Directorate of Civil Aviation Netherlands Antilles (currently the Curaçao Civil Aviation Authority)
6. The Directorate of Civil Aviation’s oversight on the operational management of Divi Divi Air was insufficient in relation to the air operator certificate involving the Britten-Norman Islander aircraft in use.
Findings:
- The operational restrictions that formed the basis for using 6600 lb were missing in the air operator certificate, in the certificate of airworthiness of the PJ-SUN and in the approved General Operating Manual of Divi Divi Air. The restrictions entail that flying is only allowed during daylight, under visual meteorological conditions, and when a route is flown from where a safe emergency landing can be executed in case of engine failure.
- The required (demonstrable) relation with the actual average passenger weight was missing in relation to the used standard passenger weight for drawing up the load and balance sheet.
- The failure of Divi Divi Air’s internal supervision system for the load and balance programme.
- Not noticing deviations between the (approved) safety instruction cards and the life jackets on-board during annual inspections.
- The standard average passenger weight of 176 lb set after the accident offers insufficient security that the exceedance of the maximum allowed take-off weight of flights with Antillean airline companies that fly with the Britten-Norman Islander will not occur.

Other factors:
Recording system of radio communication with Hato Tower
7. The recording system used for the radio communication with Hato Tower cannot be used to record the actual time. This means that the timeline related to the radio communication with Hato Tower cannot be exactly determined.
The alerting and the emergency services on Bonaire
8. There was limited coordination between the different emergency services and, therefore, they did not operate optimally.
Findings:
- The incident site command (Copi) that should have taken charge of the emergency services in accordance with the Bonaire island territory crisis plan was not formed.
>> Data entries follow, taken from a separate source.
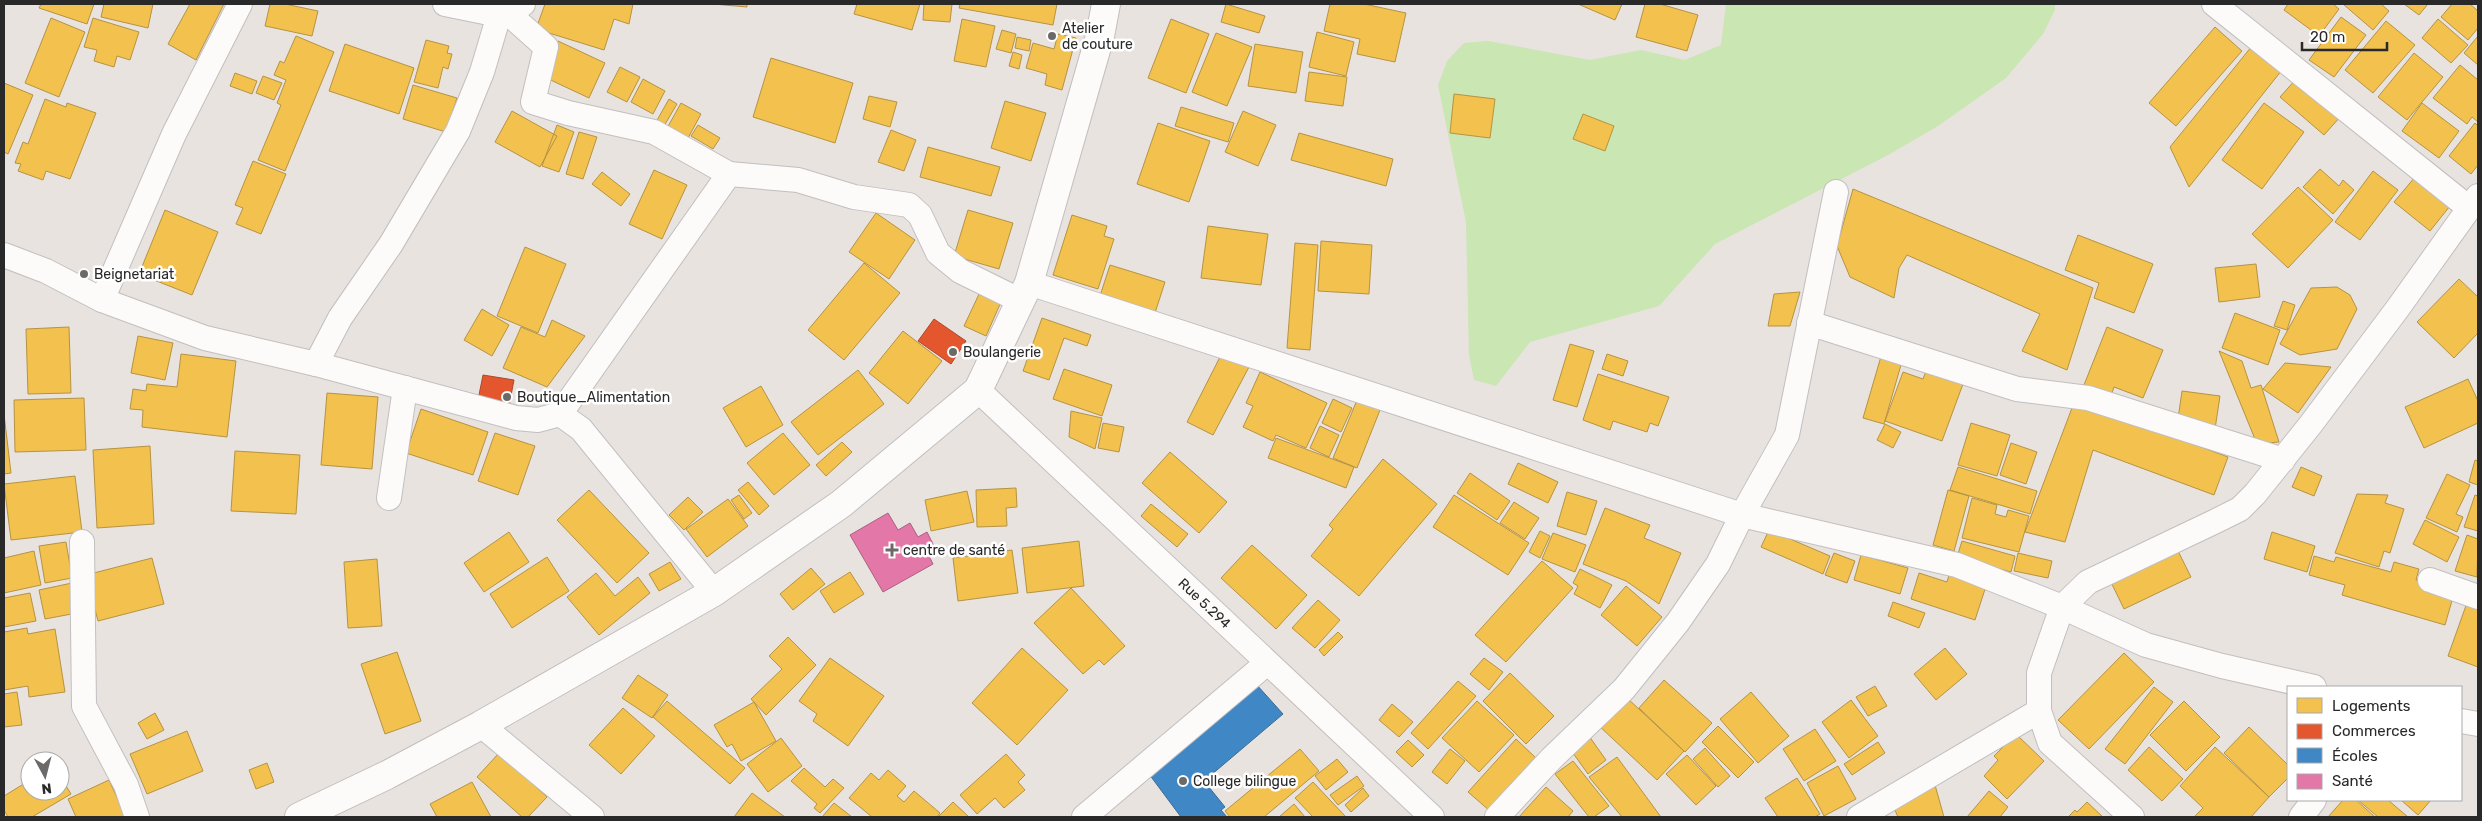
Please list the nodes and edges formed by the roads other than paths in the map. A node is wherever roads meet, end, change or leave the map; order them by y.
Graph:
1 (240, 4) edge
2 (445, 4) edge
3 (1106, 4) edge
4 (2214, 4) edge
5 (510, 11) edge
6 (729, 174) junction
7 (1836, 192) dead end
8 (2474, 202) edge
9 (4, 255) edge
10 (1025, 292) junction
11 (102, 300) junction
12 (1809, 324) junction
13 (316, 364) junction
14 (405, 388) junction
15 (978, 390) junction
16 (560, 414) junction
17 (2283, 460) junction
18 (389, 498) dead end
19 (1742, 515) junction
20 (82, 542) dead end
21 (2430, 580) dead end
22 (714, 592) junction
23 (2478, 597) edge
24 (2062, 607) junction
25 (1267, 663) junction
26 (2310, 686) edge
27 (2039, 711) junction
28 (2462, 720) edge
29 (2478, 724) edge
30 (481, 725) junction
31 (2313, 801) edge
32 (137, 817) edge
33 (299, 817) edge
34 (592, 817) edge
35 (1084, 817) edge
36 (1432, 817) edge
37 (1497, 817) edge
38 (1859, 817) edge
39 (2132, 817) edge
40 (2301, 817) edge

1 - 11 street
2 - 5 street
3 - 10 street
4 - 8 street
5 - 6 street
5 - 13 street
6 - 10 street
6 - 16 street
7 - 12 street
8 - 17 street
9 - 11 street
10 - 15 street
10 - 19 street
11 - 13 street
12 - 17 street
12 - 19 street
13 - 14 street
14 - 16 street
14 - 18 street
15 - 22 street
15 - 25 street, Rue 5.294
16 - 22 street
17 - 24 street
19 - 24 street
19 - 37 street
20 - 32 street
21 - 23 street
22 - 30 street
24 - 26 street
24 - 27 street
25 - 35 street
25 - 36 street, Rue 5.294
27 - 38 street
27 - 39 street
28 - 29 street
30 - 33 street
30 - 34 street
31 - 40 street

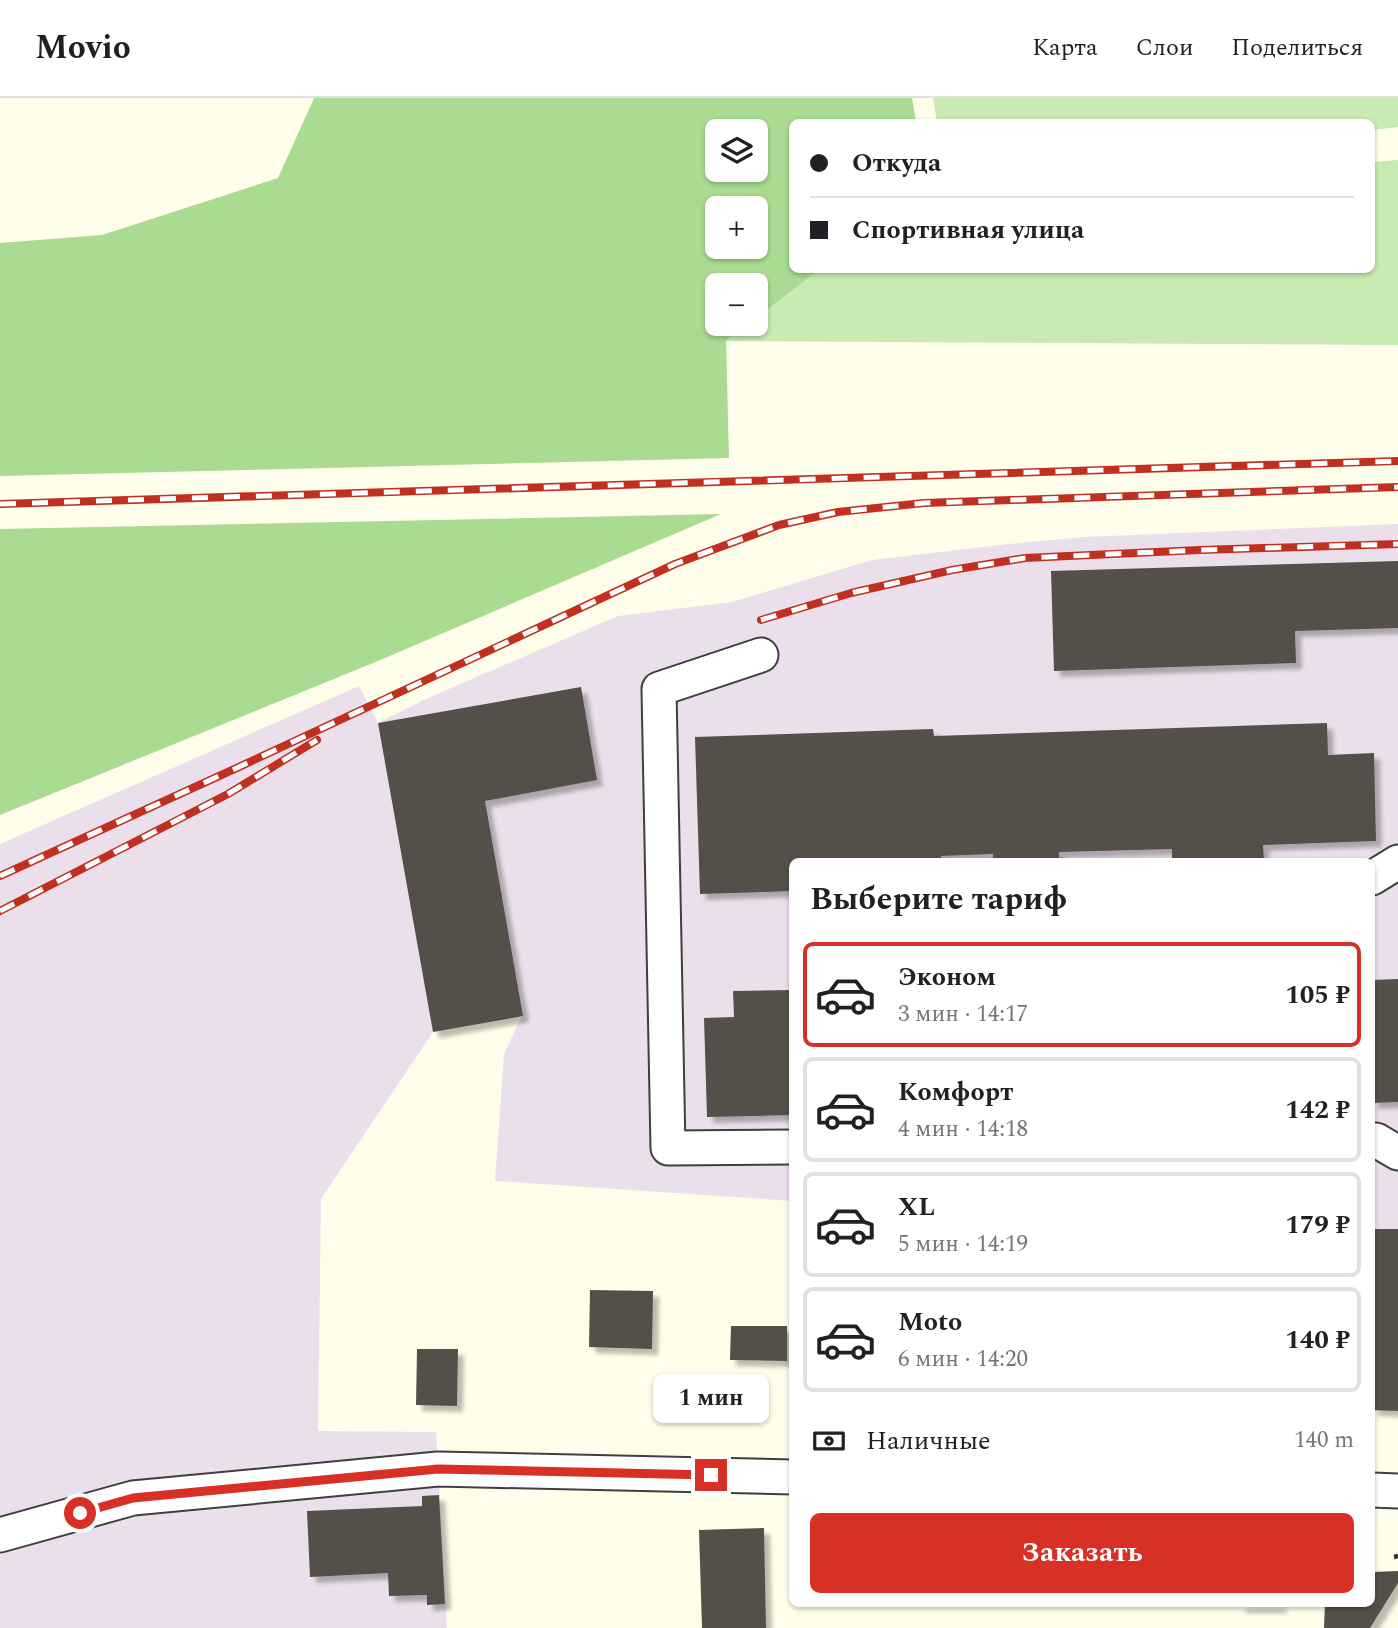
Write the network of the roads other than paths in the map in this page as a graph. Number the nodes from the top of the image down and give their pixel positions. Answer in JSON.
{"nodes":[{"id":1,"x":761,"y":655,"type":"dead end"},
{"id":2,"x":1398,"y":862,"type":"edge"},
{"id":3,"x":1375,"y":876,"type":"edge"},
{"id":4,"x":1375,"y":1140,"type":"edge"},
{"id":5,"x":789,"y":1146,"type":"edge"},
{"id":6,"x":1398,"y":1153,"type":"edge"},
{"id":7,"x":789,"y":1477,"type":"edge"},
{"id":8,"x":1375,"y":1490,"type":"edge"},
{"id":9,"x":1398,"y":1491,"type":"edge"},
{"id":10,"x":0,"y":1535,"type":"edge"}],
"edges":[{"from":1,"to":5,"type":"street"},
{"from":2,"to":3,"type":"street"},
{"from":4,"to":6,"type":"street"},
{"from":7,"to":10,"type":"street"},
{"from":8,"to":9,"type":"street"}]}
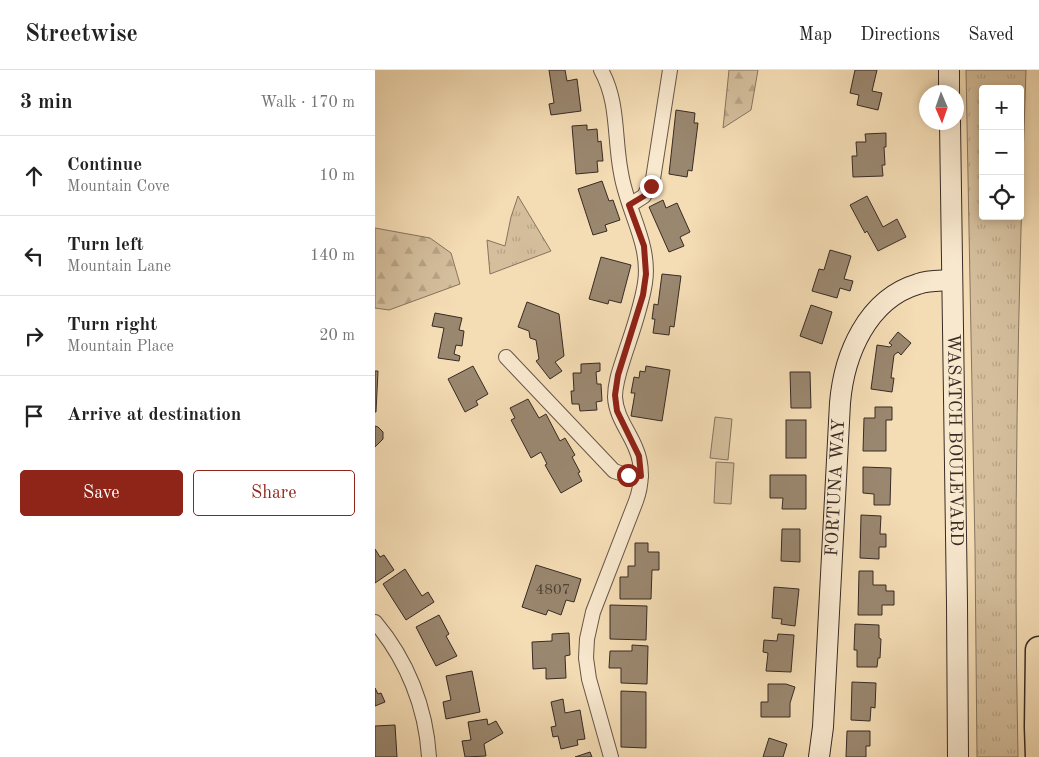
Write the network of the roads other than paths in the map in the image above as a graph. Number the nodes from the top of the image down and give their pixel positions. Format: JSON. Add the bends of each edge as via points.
{"nodes":[{"id":1,"x":601,"y":70,"type":"edge"},
{"id":2,"x":669,"y":70,"type":"edge"},
{"id":3,"x":949,"y":70,"type":"edge"},
{"id":4,"x":949,"y":85,"type":"edge"},
{"id":5,"x":950,"y":130,"type":"edge"},
{"id":6,"x":629,"y":205,"type":"junction"},
{"id":7,"x":952,"y":280,"type":"junction"},
{"id":8,"x":507,"y":357,"type":"dead end"},
{"id":9,"x":641,"y":476,"type":"junction"},
{"id":10,"x":375,"y":622,"type":"edge"},
{"id":11,"x":1039,"y":650,"type":"edge"},
{"id":12,"x":429,"y":757,"type":"edge"},
{"id":13,"x":611,"y":757,"type":"edge"},
{"id":14,"x":819,"y":757,"type":"edge"},
{"id":15,"x":958,"y":757,"type":"edge"},
{"id":16,"x":1039,"y":757,"type":"edge"}],
"edges":[{"from":1,"to":6,"type":"street","via":[[613,96],[620,173]]},
{"from":2,"to":6,"type":"street","via":[[653,179],[644,196]]},
{"from":3,"to":4,"type":"street"},
{"from":5,"to":7,"type":"street","name":"WASATCH BOULEVARD"},
{"from":6,"to":9,"type":"street","via":[[644,246],[646,274],[615,395],[617,411],[639,456]]},
{"from":7,"to":14,"type":"street","name":"FORTUNA WAY","via":[[916,284],[888,300],[863,328],[846,368],[840,403]]},
{"from":7,"to":15,"type":"street","name":"WASATCH BOULEVARD"},
{"from":8,"to":9,"type":"street","via":[[614,471]]},
{"from":9,"to":13,"type":"street","via":[[639,494],[593,612],[587,639],[587,668]]},
{"from":10,"to":12,"type":"street","via":[[400,657],[414,688],[425,725]]},
{"from":11,"to":16,"type":"highway"}]}
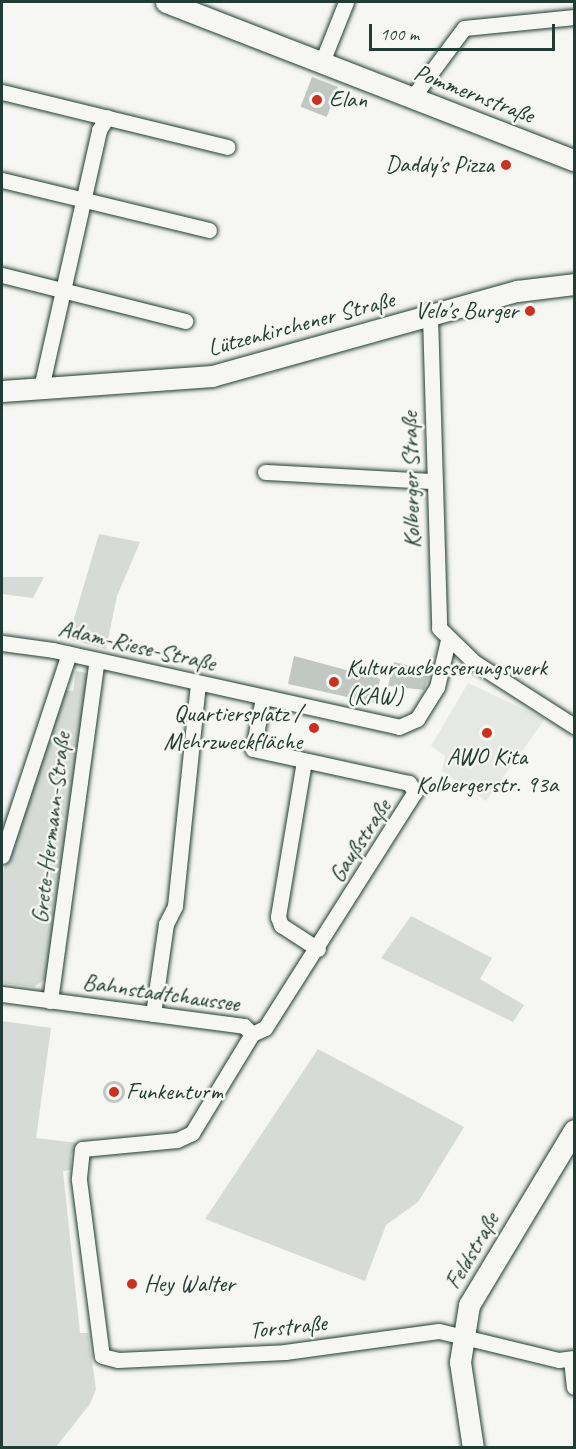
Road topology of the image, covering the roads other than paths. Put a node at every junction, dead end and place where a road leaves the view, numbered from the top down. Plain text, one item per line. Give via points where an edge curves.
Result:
1 (166, 2) edge
2 (346, 2) edge
3 (574, 16) edge
4 (322, 62) junction
5 (2, 92) edge
6 (412, 98) junction
7 (107, 117) junction
8 (227, 147) dead end
9 (574, 160) edge
10 (2, 180) edge
11 (84, 199) junction
12 (208, 230) dead end
13 (2, 274) edge
14 (574, 284) edge
15 (62, 289) junction
16 (430, 316) junction
17 (185, 321) dead end
18 (41, 388) junction
19 (2, 391) edge
20 (265, 472) dead end
21 (433, 481) junction
22 (448, 640) junction
23 (2, 643) edge
24 (69, 654) junction
25 (97, 660) junction
26 (198, 683) junction
27 (263, 698) junction
28 (574, 726) edge
29 (304, 761) junction
30 (2, 856) edge
31 (318, 949) junction
32 (2, 994) edge
33 (50, 1001) junction
34 (153, 1014) junction
35 (252, 1034) junction
36 (574, 1130) edge
37 (461, 1333) junction
38 (573, 1359) edge
39 (118, 1360) joint
40 (574, 1387) edge
41 (472, 1448) edge

1 - 4 main road, Pommernstraße
2 - 4 street
3 - 6 street via 464,28
4 - 6 main road, Pommernstraße
5 - 7 street
6 - 9 main road, Pommernstraße
7 - 8 street
7 - 11 street via 99,130
10 - 11 street
11 - 12 street
11 - 15 street
13 - 15 street
14 - 16 main road, Lützenkirchener Straße via 517,291
15 - 17 street
15 - 18 street
16 - 18 main road, Lützenkirchener Straße via 259,367 212,376
16 - 21 street, Kolberger Straße
18 - 19 main road, Lützenkirchener Straße
20 - 21 street
21 - 22 street, Kolberger Straße via 436,620
22 - 27 street via 439,683 408,726
22 - 28 street
23 - 24 street, Adam-Riese-Straße
24 - 25 street, Adam-Riese-Straße
24 - 30 street
25 - 26 street, Adam-Riese-Straße
25 - 33 street, Grete-Hermann-Straße
26 - 27 street, Adam-Riese-Straße
26 - 34 street via 175,906 166,924
27 - 29 street, Gaußstraße via 253,749
29 - 31 street via 278,917 281,925
29 - 31 street, Gaußstraße via 410,783 415,792
31 - 35 street, Gaußstraße via 265,1028
32 - 33 street, Bahnstadtchaussee
33 - 34 street, Bahnstadtchaussee
34 - 35 street, Bahnstadtchaussee via 244,1026
35 - 39 street, Bahnstadtchaussee via 192,1133 177,1140 82,1149 79,1180 98,1350 108,1359
36 - 37 main road, Feldstraße via 480,1281
37 - 38 street, Torstraße via 519,1351
37 - 39 street, Torstraße via 439,1330 285,1352
37 - 41 main road, Feldstraße
38 - 40 street

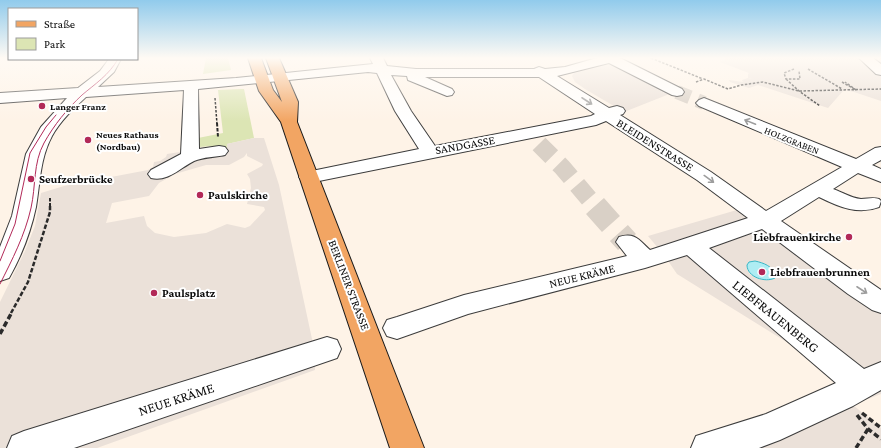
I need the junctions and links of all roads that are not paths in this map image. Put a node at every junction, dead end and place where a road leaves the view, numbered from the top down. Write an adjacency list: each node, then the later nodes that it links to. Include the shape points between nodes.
1 (90, 79): 11 (street)
2 (97, 79): 11 (street)
3 (262, 79): 10 (street); 16 (main road, BERLINER STRASSE, via 266,91)
4 (282, 79): 16 (main road, BERLINER STRASSE, via 290,102)
5 (389, 79): 18 (street, via 403,111)
6 (420, 79): 7 (street, via 452,91)
7 (464, 79)
8 (553, 79): 15 (street, BLEIDENSTRASSE, one-way to 15)
9 (652, 79): 12 (street)
10 (191, 84): 11 (street); 20 (street)
11 (82, 92): 13 (street); 31 (street, via 55,119 38,146 32,161 26,200 14,243)
12 (677, 92)
13 (0, 98)
14 (704, 103): 21 (street, HOLZGRABEN, one-way to 14)
15 (613, 112): 18 (street, SANDGASSE, via 596,120 534,139); 27 (street, BLEIDENSTRASSE, one-way to 27)
16 (289, 122): 24 (main road, BERLINER STRASSE)
17 (219, 143): 20 (street)
18 (430, 152): 24 (street, SANDGASSE)
19 (881, 152): 21 (street, NEUE KRÄME)
20 (190, 156): 22 (street)
21 (857, 167): 23 (street, HOLZGRABEN); 25 (street, NEUE KRÄME)
22 (158, 174)
23 (881, 176)
24 (309, 177): 37 (main road, BERLINER STRASSE)
25 (818, 189): 26 (street, via 859,205 868,206); 27 (street, NEUE KRÄME)
26 (872, 203)
27 (766, 220): 29 (street, NEUE KRÄME); 32 (street, one-way to 32)
28 (627, 242): 30 (street)
29 (691, 246): 30 (street, NEUE KRÄME); 35 (street, LIEBFRAUENBERG)
30 (645, 260): 33 (street, NEUE KRÄME, via 464,306)
31 (0, 272)
32 (881, 303)
33 (397, 328)
34 (327, 349): 36 (street, NEUE KRÄME)
35 (866, 383): 38 (street, via 768,429)
36 (24, 448)
37 (407, 448)
38 (708, 448)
- Insufficient multidisciplinary drills have been organized and assessed for executive officials who have a task to perform in accordance with the Bonaire island territory crisis plan and the airport aircraft accident crisis response plan in controlling disasters and serious accidents. They were, therefore, insufficiently prepared for their task.
9. The fire service and police boats could not be deployed for a longer period of time.